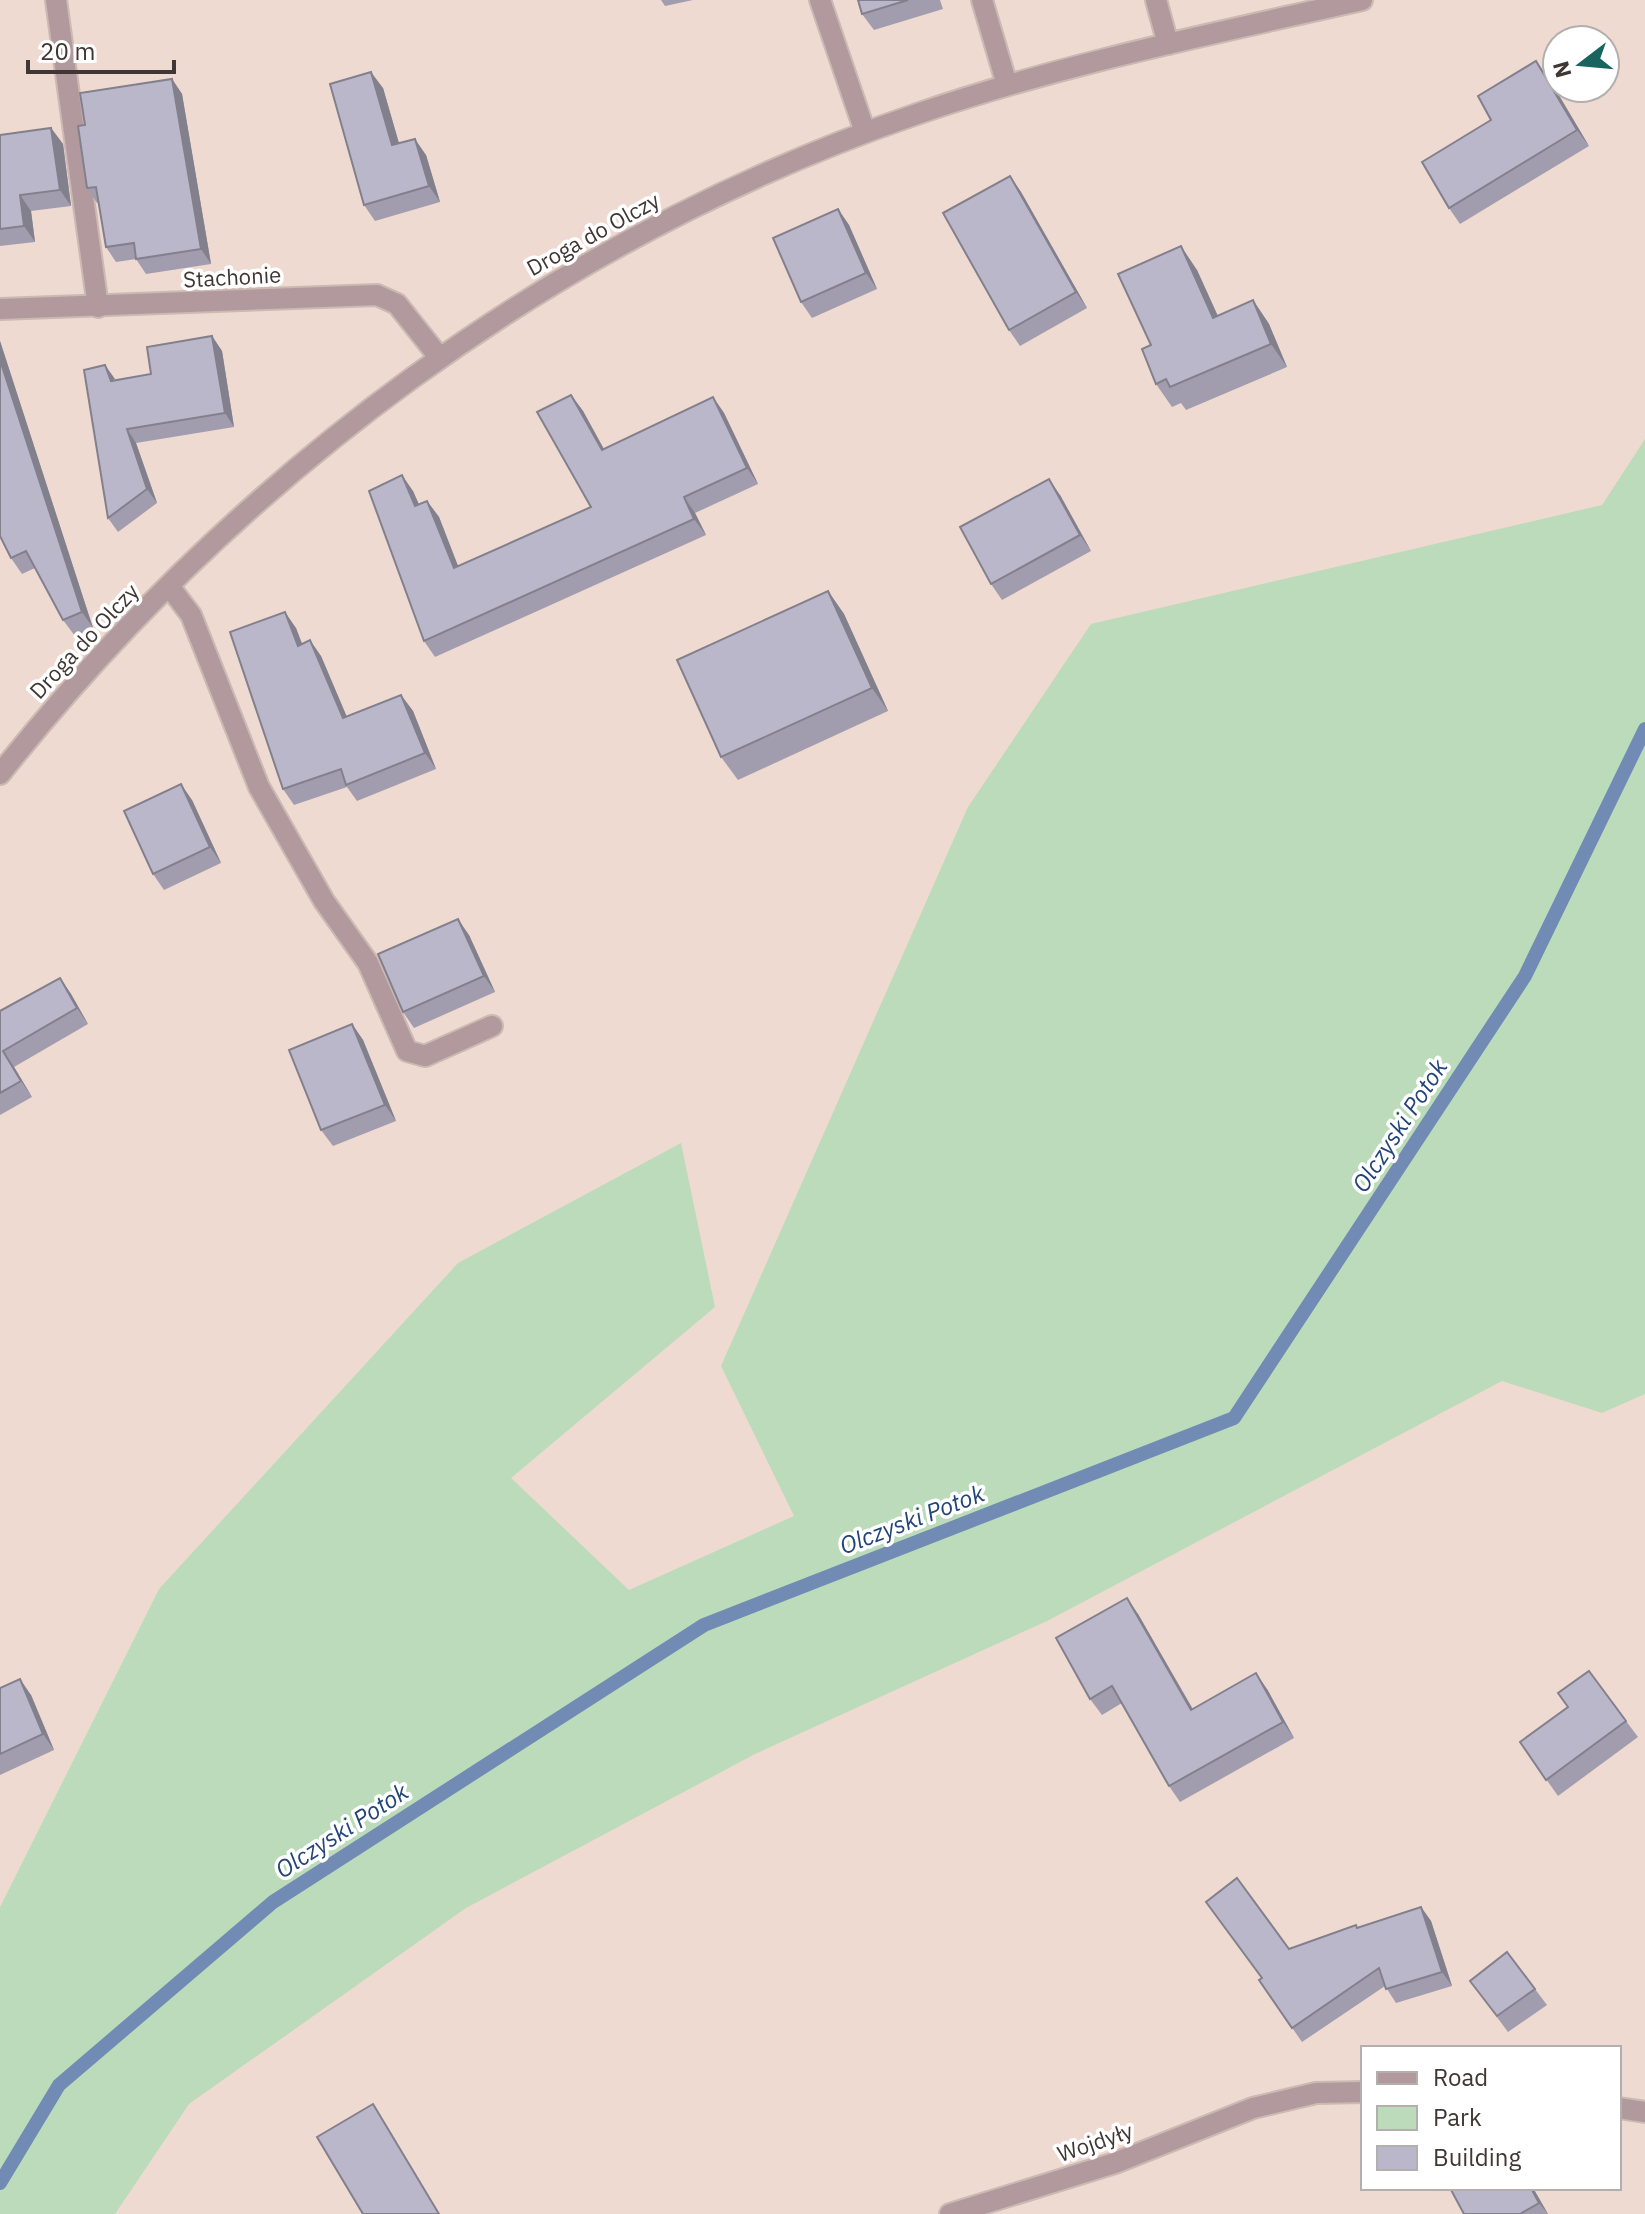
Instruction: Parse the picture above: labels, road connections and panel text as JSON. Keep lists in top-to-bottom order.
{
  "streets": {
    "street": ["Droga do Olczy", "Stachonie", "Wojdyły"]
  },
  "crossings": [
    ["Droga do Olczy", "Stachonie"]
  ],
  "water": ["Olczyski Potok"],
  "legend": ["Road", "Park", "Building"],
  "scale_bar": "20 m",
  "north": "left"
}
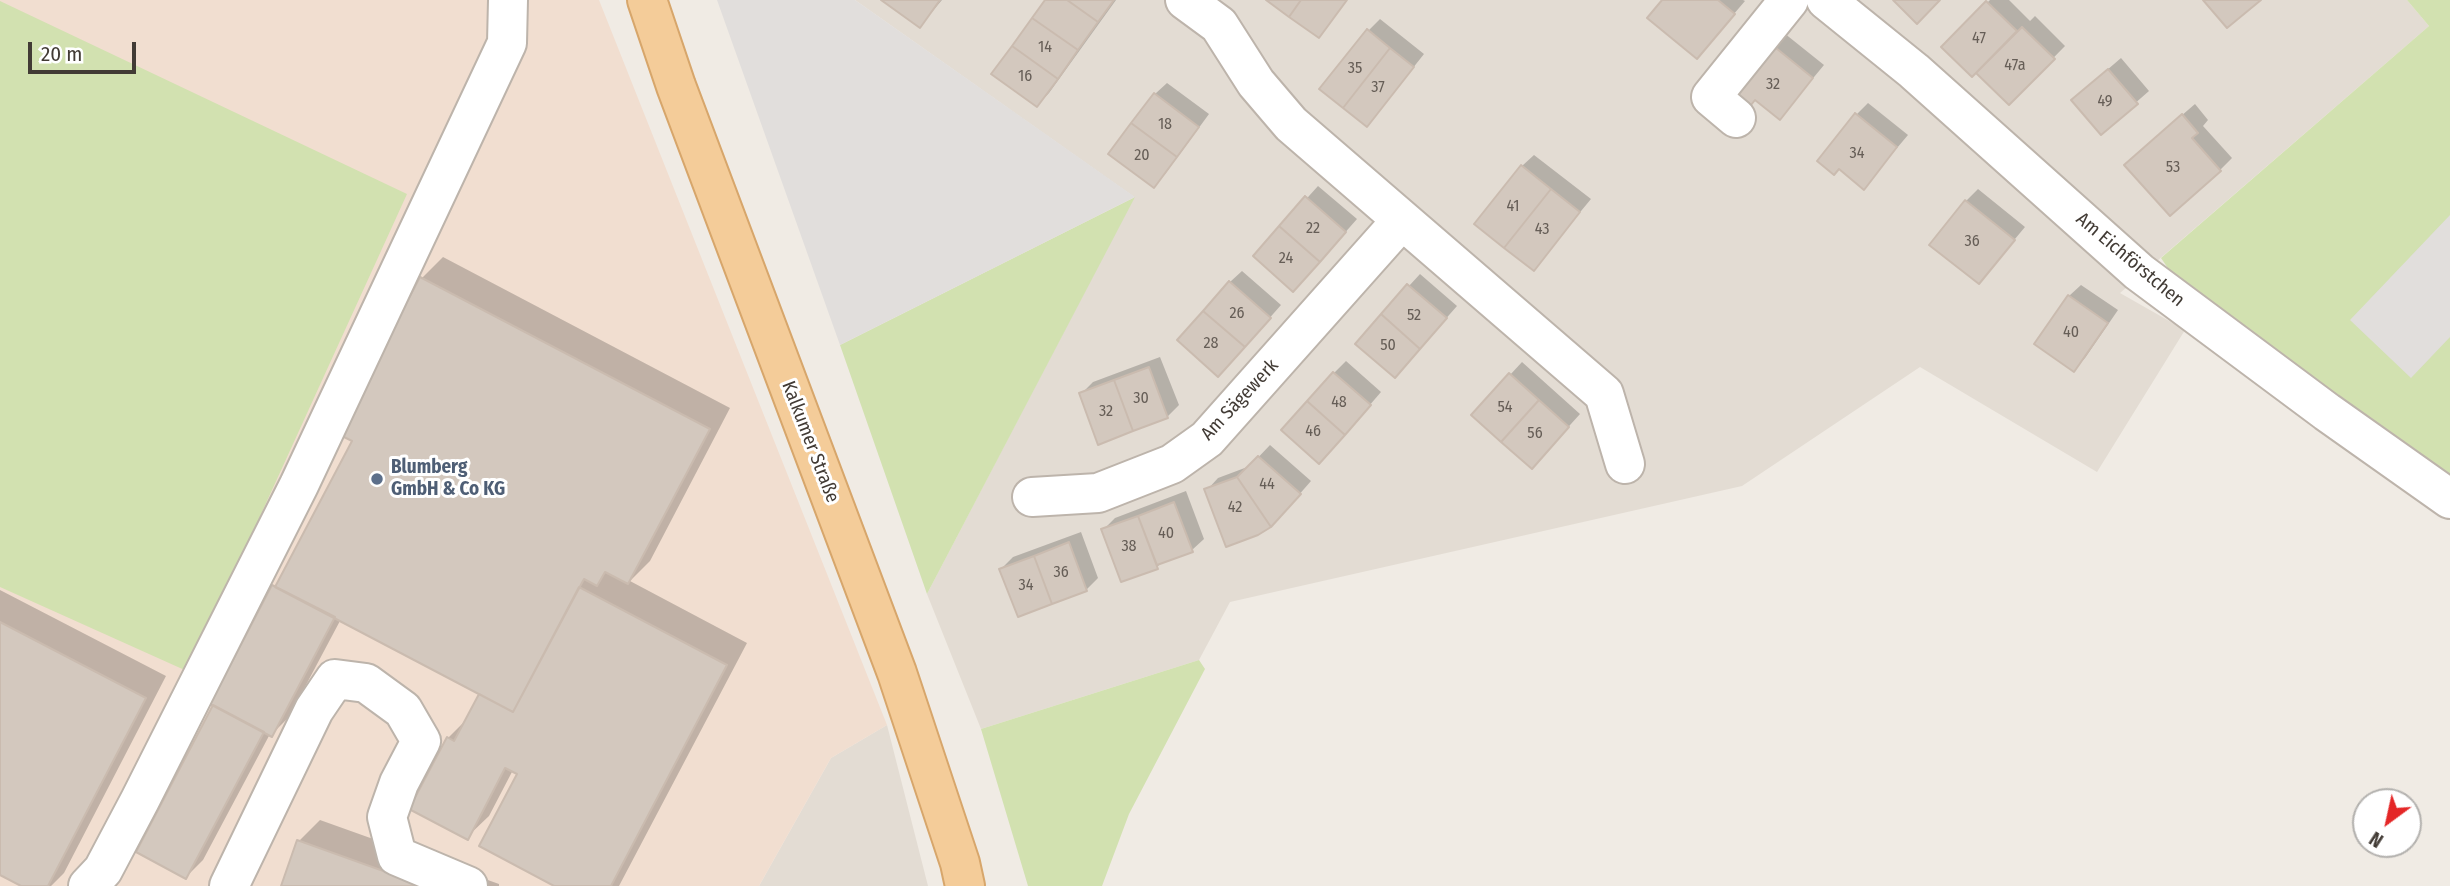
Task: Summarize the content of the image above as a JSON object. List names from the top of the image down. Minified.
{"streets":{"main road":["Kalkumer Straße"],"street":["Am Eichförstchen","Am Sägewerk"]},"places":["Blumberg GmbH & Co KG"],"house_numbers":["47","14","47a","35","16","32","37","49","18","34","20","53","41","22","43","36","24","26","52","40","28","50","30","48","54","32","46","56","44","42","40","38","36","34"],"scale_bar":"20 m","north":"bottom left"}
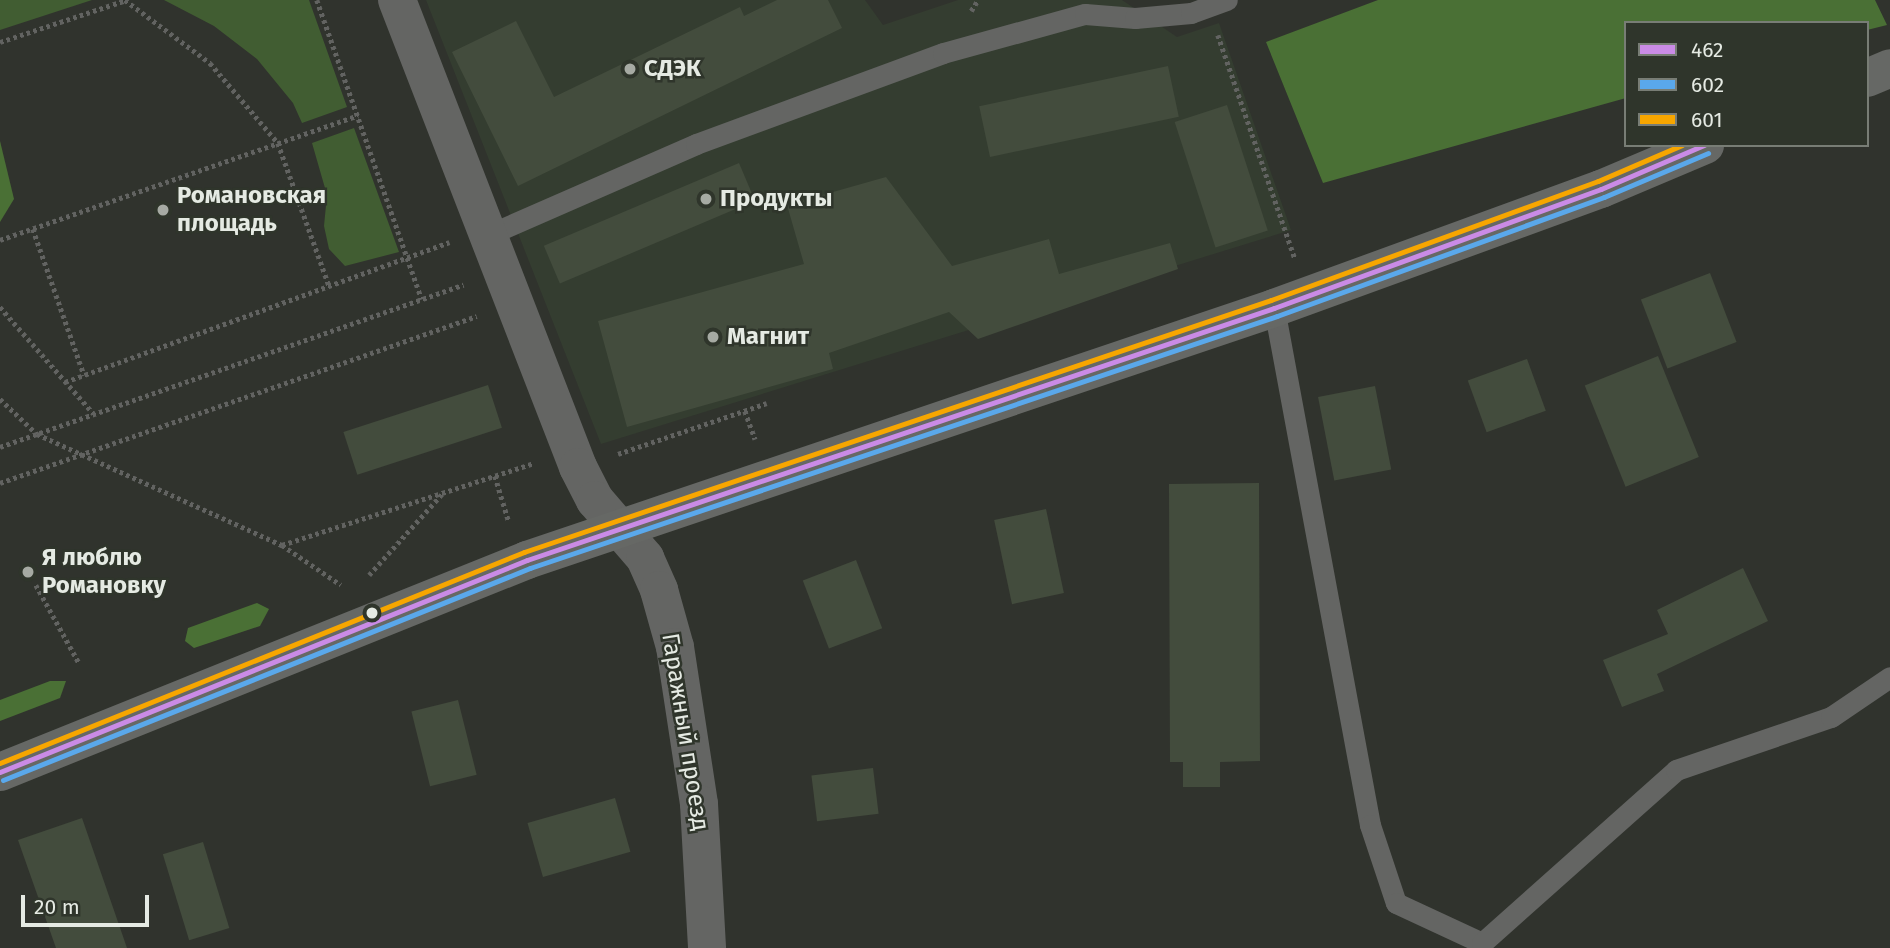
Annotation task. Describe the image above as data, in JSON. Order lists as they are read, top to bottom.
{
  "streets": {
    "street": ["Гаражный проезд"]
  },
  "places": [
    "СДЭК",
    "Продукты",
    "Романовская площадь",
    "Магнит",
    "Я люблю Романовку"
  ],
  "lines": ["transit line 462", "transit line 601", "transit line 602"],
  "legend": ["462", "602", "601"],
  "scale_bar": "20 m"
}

> Exercise requirements:
A verbatim copy of the entries, without the pictures, is what this task requires.

> Answer box:
Instruction: Parse the picture above: labels, road connections and panel text as JSON. Keep lists in top-to-bottom order.
{
  "streets": {
    "street": ["Droga do Olczy", "Stachonie", "Wojdyły"]
  },
  "crossings": [
    ["Droga do Olczy", "Stachonie"]
  ],
  "water": ["Olczyski Potok"],
  "legend": ["Road", "Park", "Building"],
  "scale_bar": "20 m",
  "north": "left"
}
Task: Summarize the content of the image above as a JSON object. List names from the top of the image down. Minified.
{"streets":{"main road":["Kalkumer Straße"],"street":["Am Eichförstchen","Am Sägewerk"]},"places":["Blumberg GmbH & Co KG"],"house_numbers":["47","14","47a","35","16","32","37","49","18","34","20","53","41","22","43","36","24","26","52","40","28","50","30","48","54","32","46","56","44","42","40","38","36","34"],"scale_bar":"20 m","north":"bottom left"}
Annotation task. Describe the image above as data, in JSON. Order lists as they are read, top to bottom.
{
  "streets": {
    "street": ["Гаражный проезд"]
  },
  "places": [
    "СДЭК",
    "Продукты",
    "Романовская площадь",
    "Магнит",
    "Я люблю Романовку"
  ],
  "lines": ["transit line 462", "transit line 601", "transit line 602"],
  "legend": ["462", "602", "601"],
  "scale_bar": "20 m"
}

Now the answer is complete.